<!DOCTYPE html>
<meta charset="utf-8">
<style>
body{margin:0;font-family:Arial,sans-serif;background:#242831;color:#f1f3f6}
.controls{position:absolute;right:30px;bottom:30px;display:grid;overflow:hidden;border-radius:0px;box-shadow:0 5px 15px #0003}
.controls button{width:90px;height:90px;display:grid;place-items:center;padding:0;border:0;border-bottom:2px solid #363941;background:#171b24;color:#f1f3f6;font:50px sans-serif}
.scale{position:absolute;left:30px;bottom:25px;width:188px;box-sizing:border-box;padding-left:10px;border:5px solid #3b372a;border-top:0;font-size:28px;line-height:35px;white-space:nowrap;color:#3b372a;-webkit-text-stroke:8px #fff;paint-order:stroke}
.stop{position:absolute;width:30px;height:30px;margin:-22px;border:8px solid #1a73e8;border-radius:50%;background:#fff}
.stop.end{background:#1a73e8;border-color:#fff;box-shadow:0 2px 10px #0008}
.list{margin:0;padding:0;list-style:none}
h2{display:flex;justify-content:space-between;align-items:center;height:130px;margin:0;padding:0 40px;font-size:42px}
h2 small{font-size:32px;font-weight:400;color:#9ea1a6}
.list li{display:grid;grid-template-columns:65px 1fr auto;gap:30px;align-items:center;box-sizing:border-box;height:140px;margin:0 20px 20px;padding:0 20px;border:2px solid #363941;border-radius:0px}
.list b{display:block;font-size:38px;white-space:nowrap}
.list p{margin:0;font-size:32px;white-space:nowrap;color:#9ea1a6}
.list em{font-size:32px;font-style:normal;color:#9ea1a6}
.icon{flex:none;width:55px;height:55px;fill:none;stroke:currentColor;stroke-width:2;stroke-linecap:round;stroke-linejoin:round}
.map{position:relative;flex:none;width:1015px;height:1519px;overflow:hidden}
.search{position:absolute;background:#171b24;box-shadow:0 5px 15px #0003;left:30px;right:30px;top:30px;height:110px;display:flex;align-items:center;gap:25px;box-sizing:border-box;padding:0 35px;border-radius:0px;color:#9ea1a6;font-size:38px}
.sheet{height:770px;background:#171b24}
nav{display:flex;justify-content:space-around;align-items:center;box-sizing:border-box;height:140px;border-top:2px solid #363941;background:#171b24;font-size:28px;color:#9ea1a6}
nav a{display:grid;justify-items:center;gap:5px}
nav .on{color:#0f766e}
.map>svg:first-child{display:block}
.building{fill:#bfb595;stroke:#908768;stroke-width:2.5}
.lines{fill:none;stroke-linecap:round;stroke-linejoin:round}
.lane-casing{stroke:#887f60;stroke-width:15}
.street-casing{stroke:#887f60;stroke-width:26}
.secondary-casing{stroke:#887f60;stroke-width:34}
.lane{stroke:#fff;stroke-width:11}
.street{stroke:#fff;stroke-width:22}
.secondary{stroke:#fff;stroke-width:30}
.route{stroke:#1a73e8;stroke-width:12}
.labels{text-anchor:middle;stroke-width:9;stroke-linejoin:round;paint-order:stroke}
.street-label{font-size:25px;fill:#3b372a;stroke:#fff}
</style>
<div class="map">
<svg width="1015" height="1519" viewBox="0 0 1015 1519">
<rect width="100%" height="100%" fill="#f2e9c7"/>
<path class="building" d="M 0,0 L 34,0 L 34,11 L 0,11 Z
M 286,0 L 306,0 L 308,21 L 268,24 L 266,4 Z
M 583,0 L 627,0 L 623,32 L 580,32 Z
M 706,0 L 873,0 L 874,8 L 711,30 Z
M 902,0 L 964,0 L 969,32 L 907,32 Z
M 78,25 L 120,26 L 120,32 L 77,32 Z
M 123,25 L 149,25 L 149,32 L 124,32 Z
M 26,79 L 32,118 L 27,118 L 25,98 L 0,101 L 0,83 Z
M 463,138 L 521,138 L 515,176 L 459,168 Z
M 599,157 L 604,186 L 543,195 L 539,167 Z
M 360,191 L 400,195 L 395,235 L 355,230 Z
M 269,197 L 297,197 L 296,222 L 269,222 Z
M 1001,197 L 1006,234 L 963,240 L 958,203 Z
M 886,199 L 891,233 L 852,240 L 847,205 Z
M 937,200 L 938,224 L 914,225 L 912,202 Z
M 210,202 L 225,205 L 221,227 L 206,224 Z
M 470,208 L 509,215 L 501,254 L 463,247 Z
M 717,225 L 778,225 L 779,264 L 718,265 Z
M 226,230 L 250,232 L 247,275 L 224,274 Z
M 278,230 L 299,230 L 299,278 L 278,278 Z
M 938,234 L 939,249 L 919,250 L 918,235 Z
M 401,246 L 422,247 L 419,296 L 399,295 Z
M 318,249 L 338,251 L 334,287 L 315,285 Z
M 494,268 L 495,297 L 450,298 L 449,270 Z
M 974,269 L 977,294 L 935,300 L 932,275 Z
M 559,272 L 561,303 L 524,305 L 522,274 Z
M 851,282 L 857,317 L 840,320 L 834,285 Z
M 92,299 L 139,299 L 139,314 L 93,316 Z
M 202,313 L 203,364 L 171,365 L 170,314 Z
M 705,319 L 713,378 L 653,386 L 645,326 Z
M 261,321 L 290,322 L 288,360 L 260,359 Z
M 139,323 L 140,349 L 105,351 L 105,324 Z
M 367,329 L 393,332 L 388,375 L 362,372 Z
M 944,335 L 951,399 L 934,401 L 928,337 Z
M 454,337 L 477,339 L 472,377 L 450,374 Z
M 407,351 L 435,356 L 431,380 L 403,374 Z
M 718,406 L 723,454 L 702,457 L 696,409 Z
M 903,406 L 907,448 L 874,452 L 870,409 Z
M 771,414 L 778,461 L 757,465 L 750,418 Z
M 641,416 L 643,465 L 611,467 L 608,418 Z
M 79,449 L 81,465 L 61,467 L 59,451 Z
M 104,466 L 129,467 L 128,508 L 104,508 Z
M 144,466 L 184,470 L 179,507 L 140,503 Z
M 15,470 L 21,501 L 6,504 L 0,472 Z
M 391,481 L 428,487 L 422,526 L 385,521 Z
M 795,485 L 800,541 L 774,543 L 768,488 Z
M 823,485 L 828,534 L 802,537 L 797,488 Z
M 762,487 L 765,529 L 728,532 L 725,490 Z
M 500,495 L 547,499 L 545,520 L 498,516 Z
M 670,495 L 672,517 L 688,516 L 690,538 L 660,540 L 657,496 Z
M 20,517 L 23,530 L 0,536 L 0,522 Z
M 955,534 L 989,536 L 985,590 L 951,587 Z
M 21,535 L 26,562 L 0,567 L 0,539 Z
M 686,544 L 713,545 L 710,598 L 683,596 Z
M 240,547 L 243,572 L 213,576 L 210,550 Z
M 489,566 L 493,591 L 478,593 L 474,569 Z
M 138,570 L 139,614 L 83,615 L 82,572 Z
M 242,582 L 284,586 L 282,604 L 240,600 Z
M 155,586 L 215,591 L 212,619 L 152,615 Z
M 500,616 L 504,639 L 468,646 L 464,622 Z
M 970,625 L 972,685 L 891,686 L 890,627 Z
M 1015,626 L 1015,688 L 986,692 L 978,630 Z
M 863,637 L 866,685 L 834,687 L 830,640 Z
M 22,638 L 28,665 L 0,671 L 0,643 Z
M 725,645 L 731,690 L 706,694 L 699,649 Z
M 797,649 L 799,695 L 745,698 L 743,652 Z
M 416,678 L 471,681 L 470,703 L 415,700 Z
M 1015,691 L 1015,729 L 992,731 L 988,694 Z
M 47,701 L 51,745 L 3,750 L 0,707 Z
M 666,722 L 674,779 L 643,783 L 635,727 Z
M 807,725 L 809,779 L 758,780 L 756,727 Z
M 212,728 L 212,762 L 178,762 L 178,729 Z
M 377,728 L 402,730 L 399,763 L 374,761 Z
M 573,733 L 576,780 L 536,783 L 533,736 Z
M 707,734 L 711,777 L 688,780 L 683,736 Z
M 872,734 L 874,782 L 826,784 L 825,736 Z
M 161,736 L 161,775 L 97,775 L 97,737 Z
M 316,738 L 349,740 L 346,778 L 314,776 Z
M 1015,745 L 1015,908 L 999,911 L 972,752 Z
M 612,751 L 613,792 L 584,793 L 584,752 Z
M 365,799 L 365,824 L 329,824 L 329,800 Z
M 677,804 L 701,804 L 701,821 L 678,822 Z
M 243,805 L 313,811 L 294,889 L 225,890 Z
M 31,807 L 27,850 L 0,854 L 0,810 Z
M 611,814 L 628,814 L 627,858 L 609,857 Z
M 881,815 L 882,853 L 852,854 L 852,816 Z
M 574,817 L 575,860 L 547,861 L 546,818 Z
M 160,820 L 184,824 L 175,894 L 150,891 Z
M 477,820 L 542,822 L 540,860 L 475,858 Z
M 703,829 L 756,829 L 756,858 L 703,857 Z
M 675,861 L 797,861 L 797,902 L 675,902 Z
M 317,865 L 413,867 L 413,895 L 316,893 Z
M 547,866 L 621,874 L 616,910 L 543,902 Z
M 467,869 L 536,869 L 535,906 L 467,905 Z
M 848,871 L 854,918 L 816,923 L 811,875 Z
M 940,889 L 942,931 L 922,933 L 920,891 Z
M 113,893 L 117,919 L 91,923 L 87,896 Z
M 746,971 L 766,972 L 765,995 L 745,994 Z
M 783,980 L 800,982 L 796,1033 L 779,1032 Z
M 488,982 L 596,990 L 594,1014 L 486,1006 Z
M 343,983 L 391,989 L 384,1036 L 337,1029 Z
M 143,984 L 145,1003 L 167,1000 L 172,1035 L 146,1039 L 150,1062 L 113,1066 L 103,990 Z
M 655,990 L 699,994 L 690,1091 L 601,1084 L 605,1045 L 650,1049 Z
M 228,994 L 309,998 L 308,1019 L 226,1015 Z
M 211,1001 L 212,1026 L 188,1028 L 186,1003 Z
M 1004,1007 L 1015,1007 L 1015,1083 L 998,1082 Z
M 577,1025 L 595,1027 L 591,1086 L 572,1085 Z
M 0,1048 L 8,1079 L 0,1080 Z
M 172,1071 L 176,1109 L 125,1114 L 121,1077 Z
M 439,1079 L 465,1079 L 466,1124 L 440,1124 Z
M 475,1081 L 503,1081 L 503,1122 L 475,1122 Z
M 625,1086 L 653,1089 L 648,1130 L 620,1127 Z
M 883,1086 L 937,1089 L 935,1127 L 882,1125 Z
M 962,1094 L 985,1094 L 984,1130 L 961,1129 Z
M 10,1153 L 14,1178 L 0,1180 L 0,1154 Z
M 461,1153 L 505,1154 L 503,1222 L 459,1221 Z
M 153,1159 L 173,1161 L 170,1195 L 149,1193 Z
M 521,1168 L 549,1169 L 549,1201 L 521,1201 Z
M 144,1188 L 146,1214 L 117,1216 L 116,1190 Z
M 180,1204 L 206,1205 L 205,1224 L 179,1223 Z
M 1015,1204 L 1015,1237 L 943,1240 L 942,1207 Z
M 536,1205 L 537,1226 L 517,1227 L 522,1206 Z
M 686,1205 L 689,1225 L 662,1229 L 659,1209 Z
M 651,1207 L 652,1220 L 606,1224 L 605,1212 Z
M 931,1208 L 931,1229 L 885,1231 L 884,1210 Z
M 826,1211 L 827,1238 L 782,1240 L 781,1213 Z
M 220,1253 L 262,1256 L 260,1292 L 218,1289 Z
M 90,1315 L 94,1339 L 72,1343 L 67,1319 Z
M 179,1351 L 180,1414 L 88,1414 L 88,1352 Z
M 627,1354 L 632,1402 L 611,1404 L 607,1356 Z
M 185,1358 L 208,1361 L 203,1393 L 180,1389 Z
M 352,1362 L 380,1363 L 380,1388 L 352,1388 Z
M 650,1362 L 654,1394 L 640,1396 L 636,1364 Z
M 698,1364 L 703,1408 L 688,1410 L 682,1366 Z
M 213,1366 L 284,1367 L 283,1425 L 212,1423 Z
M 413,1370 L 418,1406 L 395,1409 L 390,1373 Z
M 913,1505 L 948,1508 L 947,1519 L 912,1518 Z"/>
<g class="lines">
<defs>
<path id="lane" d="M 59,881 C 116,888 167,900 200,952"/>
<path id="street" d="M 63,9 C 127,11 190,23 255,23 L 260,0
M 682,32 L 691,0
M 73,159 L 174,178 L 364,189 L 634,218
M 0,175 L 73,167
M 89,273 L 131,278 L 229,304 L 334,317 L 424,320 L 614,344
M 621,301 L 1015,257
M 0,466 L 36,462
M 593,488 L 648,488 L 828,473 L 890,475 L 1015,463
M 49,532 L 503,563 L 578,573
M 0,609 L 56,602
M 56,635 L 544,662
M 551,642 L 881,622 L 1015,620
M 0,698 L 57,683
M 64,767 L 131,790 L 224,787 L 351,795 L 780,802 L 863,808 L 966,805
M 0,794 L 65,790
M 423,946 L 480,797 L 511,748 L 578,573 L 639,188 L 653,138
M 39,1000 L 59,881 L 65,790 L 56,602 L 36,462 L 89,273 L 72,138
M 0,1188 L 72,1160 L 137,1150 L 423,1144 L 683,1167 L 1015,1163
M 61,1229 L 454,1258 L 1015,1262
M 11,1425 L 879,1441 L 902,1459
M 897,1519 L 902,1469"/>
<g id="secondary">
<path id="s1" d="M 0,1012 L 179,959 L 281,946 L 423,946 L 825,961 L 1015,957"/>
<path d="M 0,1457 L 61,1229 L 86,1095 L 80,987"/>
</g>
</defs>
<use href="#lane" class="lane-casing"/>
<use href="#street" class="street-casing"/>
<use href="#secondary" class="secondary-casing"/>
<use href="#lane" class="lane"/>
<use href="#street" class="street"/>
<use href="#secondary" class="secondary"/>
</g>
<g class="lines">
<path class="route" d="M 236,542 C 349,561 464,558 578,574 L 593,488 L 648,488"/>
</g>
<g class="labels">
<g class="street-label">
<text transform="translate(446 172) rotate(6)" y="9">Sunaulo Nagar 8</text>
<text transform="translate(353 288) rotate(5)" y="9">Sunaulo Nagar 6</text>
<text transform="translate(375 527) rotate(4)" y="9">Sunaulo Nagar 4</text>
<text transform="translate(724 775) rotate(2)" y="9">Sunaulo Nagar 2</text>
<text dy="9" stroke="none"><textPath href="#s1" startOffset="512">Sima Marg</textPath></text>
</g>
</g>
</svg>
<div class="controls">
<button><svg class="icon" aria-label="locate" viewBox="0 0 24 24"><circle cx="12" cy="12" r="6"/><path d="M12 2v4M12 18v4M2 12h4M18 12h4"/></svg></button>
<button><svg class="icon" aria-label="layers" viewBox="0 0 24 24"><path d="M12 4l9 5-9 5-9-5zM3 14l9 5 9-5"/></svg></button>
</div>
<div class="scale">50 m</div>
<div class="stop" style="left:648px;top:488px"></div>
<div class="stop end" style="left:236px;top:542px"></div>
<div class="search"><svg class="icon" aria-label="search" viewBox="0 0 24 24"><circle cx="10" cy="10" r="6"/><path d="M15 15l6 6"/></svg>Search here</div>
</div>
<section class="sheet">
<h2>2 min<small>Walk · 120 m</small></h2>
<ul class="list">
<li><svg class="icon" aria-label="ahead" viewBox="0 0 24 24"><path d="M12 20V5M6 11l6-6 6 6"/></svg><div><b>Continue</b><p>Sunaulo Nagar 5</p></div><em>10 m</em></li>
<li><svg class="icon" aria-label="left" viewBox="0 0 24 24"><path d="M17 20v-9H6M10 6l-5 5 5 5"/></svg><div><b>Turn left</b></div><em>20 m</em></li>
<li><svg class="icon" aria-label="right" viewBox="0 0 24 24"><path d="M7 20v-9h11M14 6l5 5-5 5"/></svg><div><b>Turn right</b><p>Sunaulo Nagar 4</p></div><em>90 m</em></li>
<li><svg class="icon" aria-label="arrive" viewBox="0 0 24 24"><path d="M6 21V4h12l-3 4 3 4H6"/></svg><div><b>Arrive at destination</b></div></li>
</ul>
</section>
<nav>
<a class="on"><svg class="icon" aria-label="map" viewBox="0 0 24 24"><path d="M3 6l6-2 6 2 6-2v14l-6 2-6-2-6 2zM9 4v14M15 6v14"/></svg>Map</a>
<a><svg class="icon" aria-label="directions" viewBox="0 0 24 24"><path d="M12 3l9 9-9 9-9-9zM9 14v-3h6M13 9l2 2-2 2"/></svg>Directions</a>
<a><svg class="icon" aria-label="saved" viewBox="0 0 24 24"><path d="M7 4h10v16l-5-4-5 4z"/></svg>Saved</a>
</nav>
•••••
### Work task
The lines to show are those in the data above that include "grid".

### Exercise result
.controls{position:absolute;right:30px;bottom:30px;display:grid;overflow:hidden;border-radius:0px;box-shadow:0 5px 15px #0003}
.controls button{width:90px;height:90px;display:grid;place-items:center;padding:0;border:0;border-bottom:2px solid #363941;background:#171b24;color:#f1f3f6;font:50px sans-serif}
.list li{display:grid;grid-template-columns:65px 1fr auto;gap:30px;align-items:center;box-sizing:border-box;height:140px;margin:0 20px 20px;padding:0 20px;border:2px solid #363941;border-radius:0px}
nav a{display:grid;justify-items:center;gap:5px}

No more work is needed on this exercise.